__Work order__
For the entries that follow, set down each one exactly and drop any pictures.

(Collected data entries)

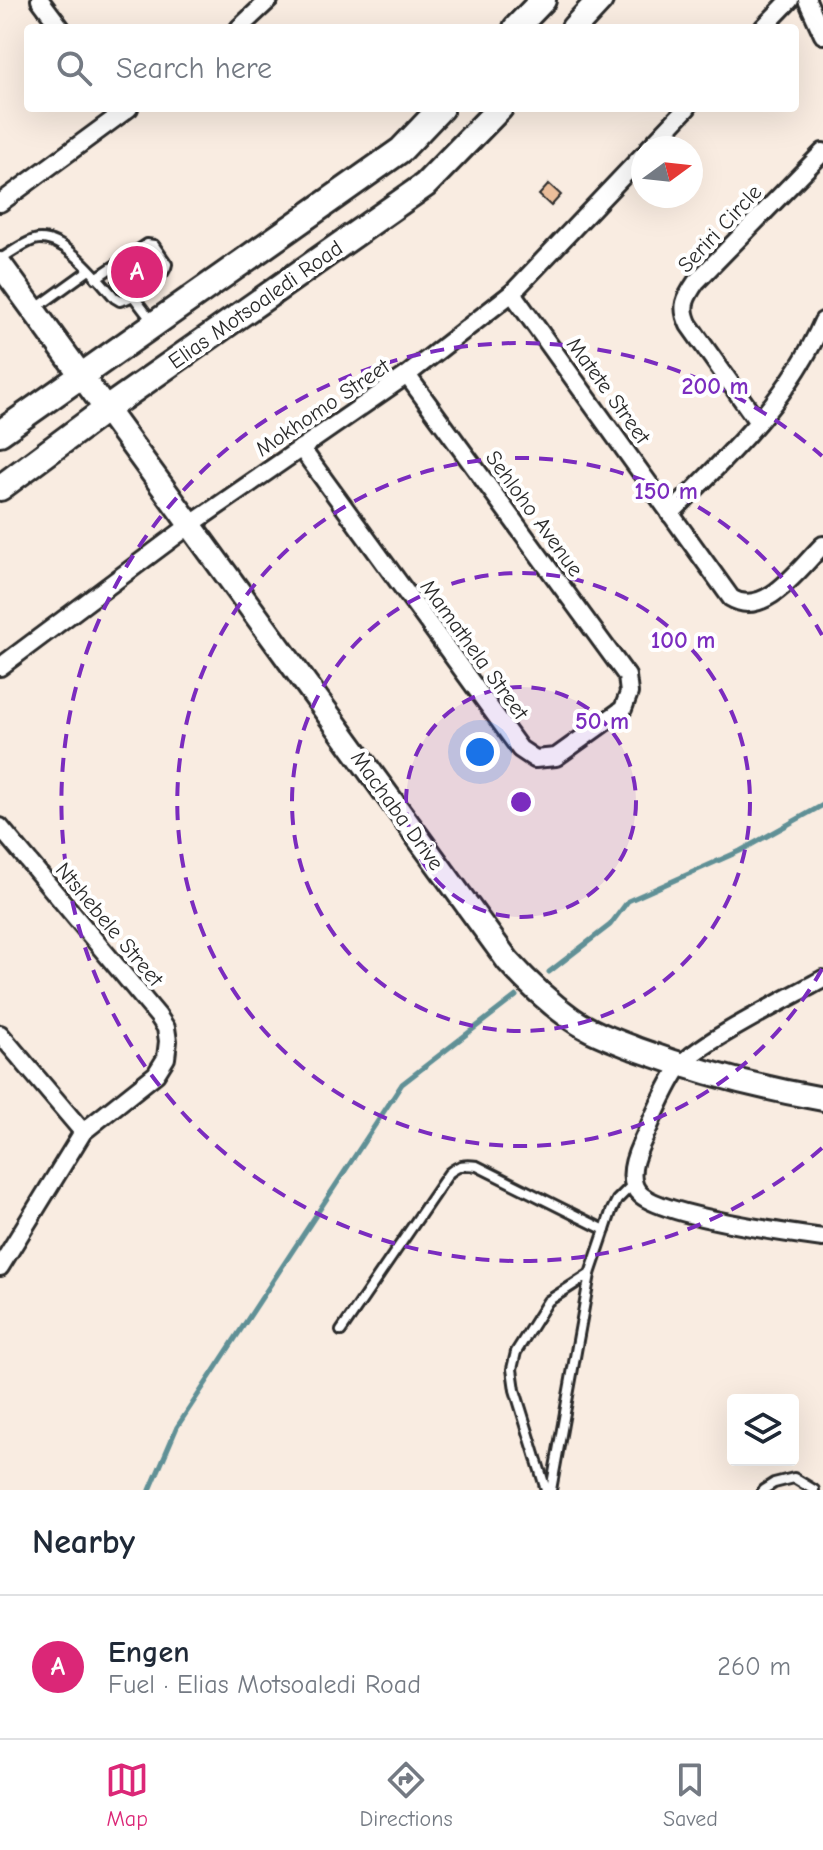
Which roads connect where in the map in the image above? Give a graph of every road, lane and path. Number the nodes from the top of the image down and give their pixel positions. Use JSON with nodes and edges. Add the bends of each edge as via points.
{"nodes":[{"id":1,"x":40,"y":0,"type":"edge"},
{"id":2,"x":543,"y":0,"type":"edge"},
{"id":3,"x":600,"y":0,"type":"edge"},
{"id":4,"x":790,"y":0,"type":"edge"},
{"id":5,"x":807,"y":0,"type":"edge"},
{"id":6,"x":263,"y":2,"type":"edge"},
{"id":7,"x":58,"y":24,"type":"edge"},
{"id":8,"x":243,"y":24,"type":"edge"},
{"id":9,"x":520,"y":24,"type":"edge"},
{"id":10,"x":578,"y":24,"type":"edge"},
{"id":11,"x":767,"y":24,"type":"edge"},
{"id":12,"x":823,"y":35,"type":"edge"},
{"id":13,"x":120,"y":112,"type":"edge"},
{"id":14,"x":437,"y":112,"type":"edge"},
{"id":15,"x":496,"y":112,"type":"edge"},
{"id":16,"x":683,"y":112,"type":"edge"},
{"id":17,"x":660,"y":136,"type":"edge"},
{"id":18,"x":823,"y":152,"type":"edge"},
{"id":19,"x":631,"y":168,"type":"edge"},
{"id":20,"x":0,"y":203,"type":"edge"},
{"id":21,"x":0,"y":262,"type":"edge"},
{"id":22,"x":93,"y":274,"type":"junction"},
{"id":23,"x":512,"y":293,"type":"junction"},
{"id":24,"x":133,"y":296,"type":"junction"},
{"id":25,"x":33,"y":310,"type":"junction"},
{"id":26,"x":823,"y":321,"type":"edge"},
{"id":27,"x":155,"y":324,"type":"junction"},
{"id":28,"x":407,"y":375,"type":"junction"},
{"id":29,"x":80,"y":376,"type":"junction"},
{"id":30,"x":105,"y":410,"type":"junction"},
{"id":31,"x":758,"y":422,"type":"junction"},
{"id":32,"x":0,"y":433,"type":"edge"},
{"id":33,"x":301,"y":448,"type":"junction"},
{"id":34,"x":0,"y":488,"type":"edge"},
{"id":35,"x":670,"y":514,"type":"junction"},
{"id":36,"x":190,"y":525,"type":"junction"},
{"id":37,"x":823,"y":545,"type":"edge"},
{"id":38,"x":0,"y":667,"type":"edge"},
{"id":39,"x":627,"y":676,"type":"joint"},
{"id":40,"x":0,"y":827,"type":"edge"},
{"id":41,"x":823,"y":979,"type":"edge"},
{"id":42,"x":0,"y":1034,"type":"edge"},
{"id":43,"x":680,"y":1065,"type":"junction"},
{"id":44,"x":823,"y":1099,"type":"edge"},
{"id":45,"x":83,"y":1132,"type":"junction"},
{"id":46,"x":633,"y":1184,"type":"junction"},
{"id":47,"x":605,"y":1230,"type":"junction"},
{"id":48,"x":823,"y":1238,"type":"edge"},
{"id":49,"x":0,"y":1267,"type":"edge"},
{"id":50,"x":590,"y":1274,"type":"junction"},
{"id":51,"x":341,"y":1331,"type":"dead end"},
{"id":52,"x":549,"y":1490,"type":"edge"},
{"id":53,"x":763,"y":1490,"type":"edge"},
{"id":54,"x":814,"y":1490,"type":"edge"}],
"edges":[{"from":1,"to":7,"type":"street"},
{"from":2,"to":9,"type":"main road"},
{"from":3,"to":10,"type":"main road"},
{"from":4,"to":11,"type":"street"},
{"from":5,"to":12,"type":"street"},
{"from":6,"to":8,"type":"street"},
{"from":13,"to":20,"type":"street"},
{"from":14,"to":27,"type":"main road","name":"Elias Motsoaledi Road","via":[[401,150]]},
{"from":15,"to":30,"type":"main road","name":"Elias Motsoaledi Road","via":[[425,185]]},
{"from":16,"to":17,"type":"street"},
{"from":18,"to":31,"type":"street","name":"Seriri Circle","via":[[684,300],[689,325]]},
{"from":19,"to":23,"type":"street","name":"Mokhomo Street"},
{"from":21,"to":22,"type":"lane","via":[[43,239],[60,244]]},
{"from":21,"to":25,"type":"street","name":"Machaba Drive"},
{"from":22,"to":24,"type":"lane","via":[[118,300]]},
{"from":22,"to":24,"type":"lane","via":[[143,245],[154,245],[166,261],[166,271]]},
{"from":22,"to":25,"type":"lane"},
{"from":23,"to":28,"type":"street","name":"Mokhomo Street"},
{"from":23,"to":35,"type":"street","name":"Matete Street"},
{"from":24,"to":27,"type":"lane"},
{"from":25,"to":29,"type":"street","name":"Machaba Drive"},
{"from":26,"to":31,"type":"street","via":[[790,382]]},
{"from":27,"to":29,"type":"main road","name":"Elias Motsoaledi Road"},
{"from":28,"to":33,"type":"street","name":"Mokhomo Street"},
{"from":28,"to":39,"type":"street","name":"Sehloho Avenue"},
{"from":29,"to":30,"type":"street","name":"Machaba Drive"},
{"from":29,"to":32,"type":"main road","name":"Elias Motsoaledi Road"},
{"from":30,"to":34,"type":"main road","name":"Elias Motsoaledi Road"},
{"from":30,"to":36,"type":"street","name":"Machaba Drive"},
{"from":31,"to":35,"type":"street"},
{"from":33,"to":36,"type":"street","name":"Mokhomo Street"},
{"from":33,"to":39,"type":"street","name":"Mamathela Street","via":[[527,755],[556,757],[623,709],[629,693]]},
{"from":35,"to":37,"type":"street","name":"Matete Street","via":[[731,598],[749,605],[767,599]]},
{"from":36,"to":38,"type":"street","name":"Mokhomo Street"},
{"from":36,"to":43,"type":"street","name":"Machaba Drive","via":[[526,981],[574,1020]]},
{"from":40,"to":45,"type":"street","name":"Ntshebele Street","via":[[166,1028],[166,1058],[156,1074]]},
{"from":41,"to":43,"type":"street"},
{"from":42,"to":45,"type":"street"},
{"from":43,"to":44,"type":"street","name":"Machaba Drive"},
{"from":43,"to":46,"type":"street","via":[[638,1151]]},
{"from":45,"to":49,"type":"street"},
{"from":46,"to":47,"type":"lane","via":[[617,1200]]},
{"from":46,"to":48,"type":"street","via":[[646,1199],[666,1207]]},
{"from":47,"to":50,"type":"lane"},
{"from":47,"to":51,"type":"lane","via":[[477,1166],[457,1167]]},
{"from":50,"to":52,"type":"lane"},
{"from":50,"to":52,"type":"lane","via":[[548,1301],[514,1360],[515,1390]]},
{"from":53,"to":54,"type":"lane","via":[[794,1478]]}]}
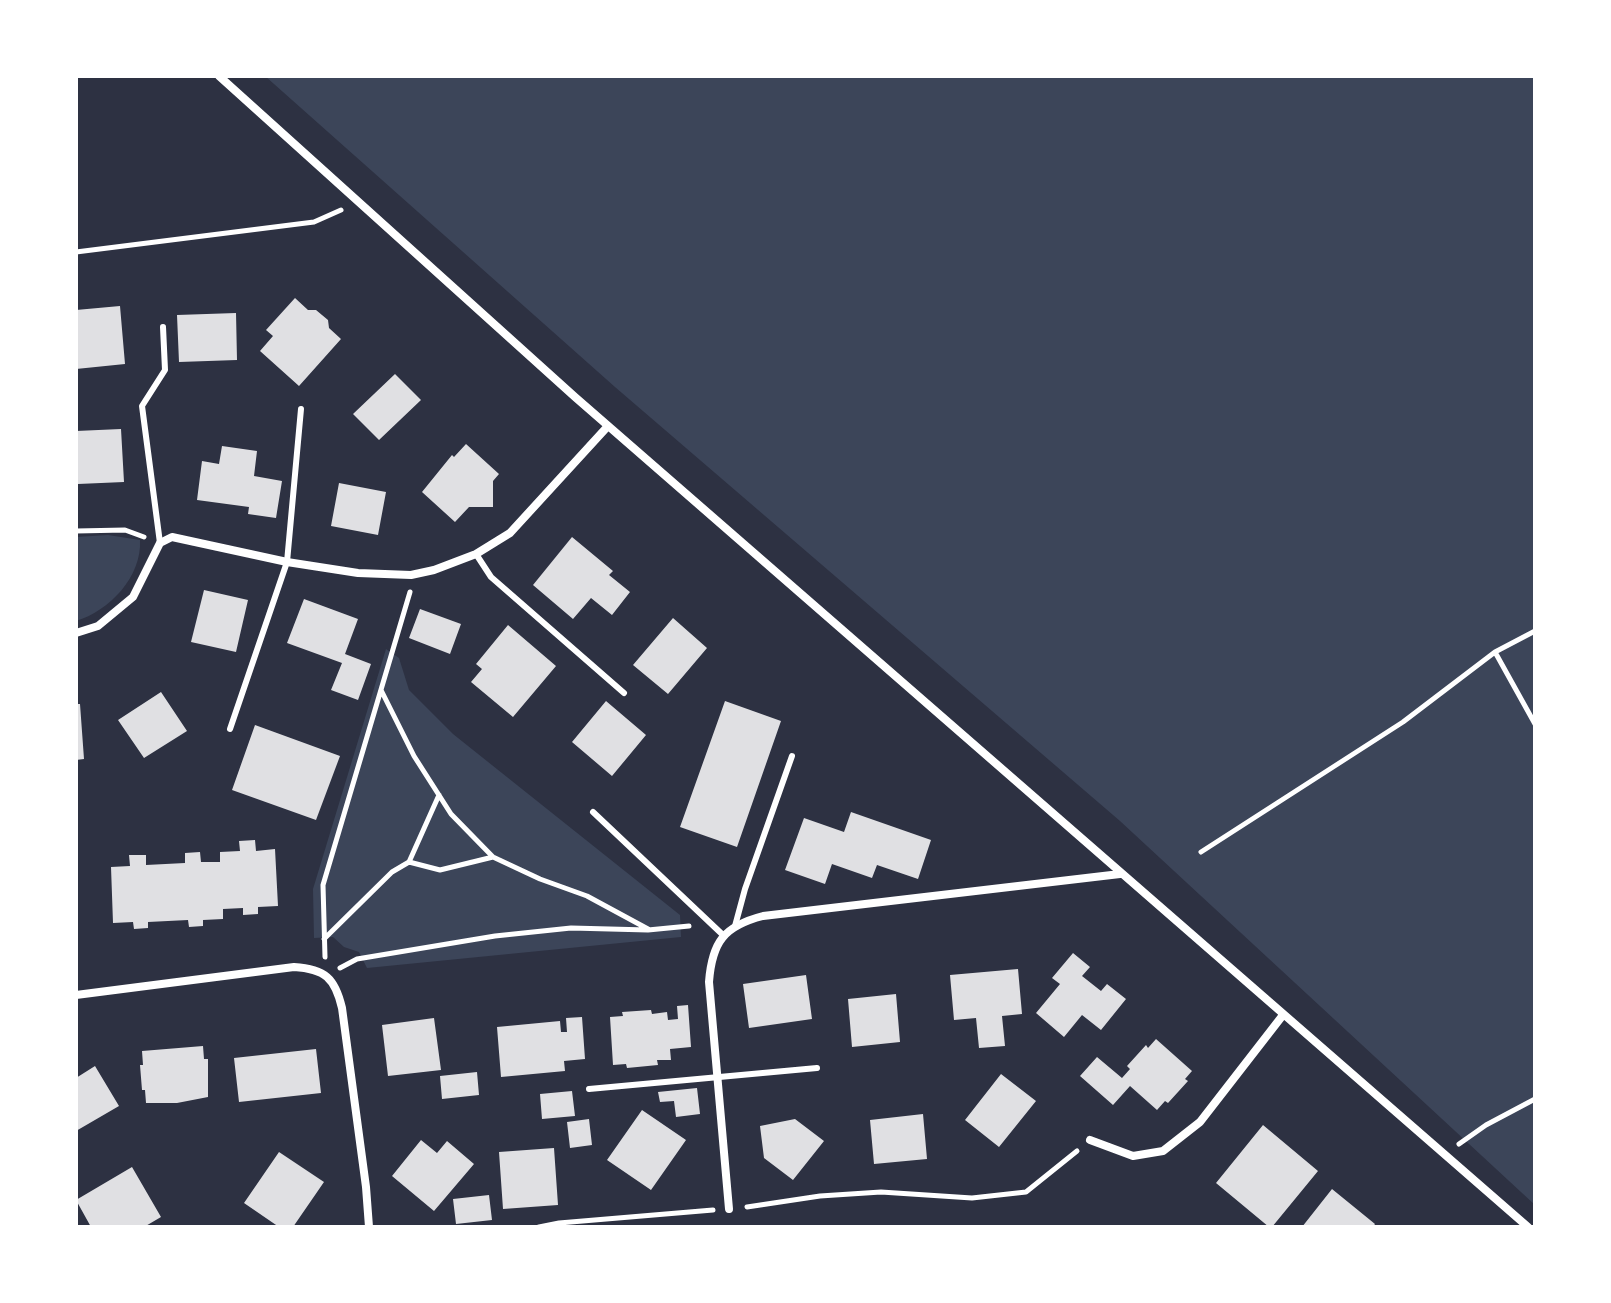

__Result of the task__
Which roads connect where in the map in the image above? Give a graph of every road, lane and path. Number the nodes from the top of the image down and give their pixel positions. Use JSON with nodes and edges. Add the bends of each edge as via points.
{"nodes":[{"id":1,"x":40,"y":0,"type":"edge"},
{"id":2,"x":543,"y":0,"type":"edge"},
{"id":3,"x":600,"y":0,"type":"edge"},
{"id":4,"x":790,"y":0,"type":"edge"},
{"id":5,"x":807,"y":0,"type":"edge"},
{"id":6,"x":263,"y":2,"type":"edge"},
{"id":7,"x":58,"y":24,"type":"edge"},
{"id":8,"x":243,"y":24,"type":"edge"},
{"id":9,"x":520,"y":24,"type":"edge"},
{"id":10,"x":578,"y":24,"type":"edge"},
{"id":11,"x":767,"y":24,"type":"edge"},
{"id":12,"x":823,"y":35,"type":"edge"},
{"id":13,"x":120,"y":112,"type":"edge"},
{"id":14,"x":437,"y":112,"type":"edge"},
{"id":15,"x":496,"y":112,"type":"edge"},
{"id":16,"x":683,"y":112,"type":"edge"},
{"id":17,"x":660,"y":136,"type":"edge"},
{"id":18,"x":823,"y":152,"type":"edge"},
{"id":19,"x":631,"y":168,"type":"edge"},
{"id":20,"x":0,"y":203,"type":"edge"},
{"id":21,"x":0,"y":262,"type":"edge"},
{"id":22,"x":93,"y":274,"type":"junction"},
{"id":23,"x":512,"y":293,"type":"junction"},
{"id":24,"x":133,"y":296,"type":"junction"},
{"id":25,"x":33,"y":310,"type":"junction"},
{"id":26,"x":823,"y":321,"type":"edge"},
{"id":27,"x":155,"y":324,"type":"junction"},
{"id":28,"x":407,"y":375,"type":"junction"},
{"id":29,"x":80,"y":376,"type":"junction"},
{"id":30,"x":105,"y":410,"type":"junction"},
{"id":31,"x":758,"y":422,"type":"junction"},
{"id":32,"x":0,"y":433,"type":"edge"},
{"id":33,"x":301,"y":448,"type":"junction"},
{"id":34,"x":0,"y":488,"type":"edge"},
{"id":35,"x":670,"y":514,"type":"junction"},
{"id":36,"x":190,"y":525,"type":"junction"},
{"id":37,"x":823,"y":545,"type":"edge"},
{"id":38,"x":0,"y":667,"type":"edge"},
{"id":39,"x":627,"y":676,"type":"joint"},
{"id":40,"x":0,"y":827,"type":"edge"},
{"id":41,"x":823,"y":979,"type":"edge"},
{"id":42,"x":0,"y":1034,"type":"edge"},
{"id":43,"x":680,"y":1065,"type":"junction"},
{"id":44,"x":823,"y":1099,"type":"edge"},
{"id":45,"x":83,"y":1132,"type":"junction"},
{"id":46,"x":633,"y":1184,"type":"junction"},
{"id":47,"x":605,"y":1230,"type":"junction"},
{"id":48,"x":823,"y":1238,"type":"edge"},
{"id":49,"x":0,"y":1267,"type":"edge"},
{"id":50,"x":590,"y":1274,"type":"junction"},
{"id":51,"x":341,"y":1331,"type":"dead end"},
{"id":52,"x":549,"y":1490,"type":"edge"},
{"id":53,"x":763,"y":1490,"type":"edge"},
{"id":54,"x":814,"y":1490,"type":"edge"}],
"edges":[{"from":1,"to":7,"type":"street"},
{"from":2,"to":9,"type":"main road"},
{"from":3,"to":10,"type":"main road"},
{"from":4,"to":11,"type":"street"},
{"from":5,"to":12,"type":"street"},
{"from":6,"to":8,"type":"street"},
{"from":13,"to":20,"type":"street"},
{"from":14,"to":27,"type":"main road","name":"Elias Motsoaledi Road","via":[[401,150]]},
{"from":15,"to":30,"type":"main road","name":"Elias Motsoaledi Road","via":[[425,185]]},
{"from":16,"to":17,"type":"street"},
{"from":18,"to":31,"type":"street","name":"Seriri Circle","via":[[684,300],[689,325]]},
{"from":19,"to":23,"type":"street","name":"Mokhomo Street"},
{"from":21,"to":22,"type":"lane","via":[[43,239],[60,244]]},
{"from":21,"to":25,"type":"street","name":"Machaba Drive"},
{"from":22,"to":24,"type":"lane","via":[[118,300]]},
{"from":22,"to":24,"type":"lane","via":[[143,245],[154,245],[166,261],[166,271]]},
{"from":22,"to":25,"type":"lane"},
{"from":23,"to":28,"type":"street","name":"Mokhomo Street"},
{"from":23,"to":35,"type":"street","name":"Matete Street"},
{"from":24,"to":27,"type":"lane"},
{"from":25,"to":29,"type":"street","name":"Machaba Drive"},
{"from":26,"to":31,"type":"street","via":[[790,382]]},
{"from":27,"to":29,"type":"main road","name":"Elias Motsoaledi Road"},
{"from":28,"to":33,"type":"street","name":"Mokhomo Street"},
{"from":28,"to":39,"type":"street","name":"Sehloho Avenue"},
{"from":29,"to":30,"type":"street","name":"Machaba Drive"},
{"from":29,"to":32,"type":"main road","name":"Elias Motsoaledi Road"},
{"from":30,"to":34,"type":"main road","name":"Elias Motsoaledi Road"},
{"from":30,"to":36,"type":"street","name":"Machaba Drive"},
{"from":31,"to":35,"type":"street"},
{"from":33,"to":36,"type":"street","name":"Mokhomo Street"},
{"from":33,"to":39,"type":"street","name":"Mamathela Street","via":[[527,755],[556,757],[623,709],[629,693]]},
{"from":35,"to":37,"type":"street","name":"Matete Street","via":[[731,598],[749,605],[767,599]]},
{"from":36,"to":38,"type":"street","name":"Mokhomo Street"},
{"from":36,"to":43,"type":"street","name":"Machaba Drive","via":[[526,981],[574,1020]]},
{"from":40,"to":45,"type":"street","name":"Ntshebele Street","via":[[166,1028],[166,1058],[156,1074]]},
{"from":41,"to":43,"type":"street"},
{"from":42,"to":45,"type":"street"},
{"from":43,"to":44,"type":"street","name":"Machaba Drive"},
{"from":43,"to":46,"type":"street","via":[[638,1151]]},
{"from":45,"to":49,"type":"street"},
{"from":46,"to":47,"type":"lane","via":[[617,1200]]},
{"from":46,"to":48,"type":"street","via":[[646,1199],[666,1207]]},
{"from":47,"to":50,"type":"lane"},
{"from":47,"to":51,"type":"lane","via":[[477,1166],[457,1167]]},
{"from":50,"to":52,"type":"lane"},
{"from":50,"to":52,"type":"lane","via":[[548,1301],[514,1360],[515,1390]]},
{"from":53,"to":54,"type":"lane","via":[[794,1478]]}]}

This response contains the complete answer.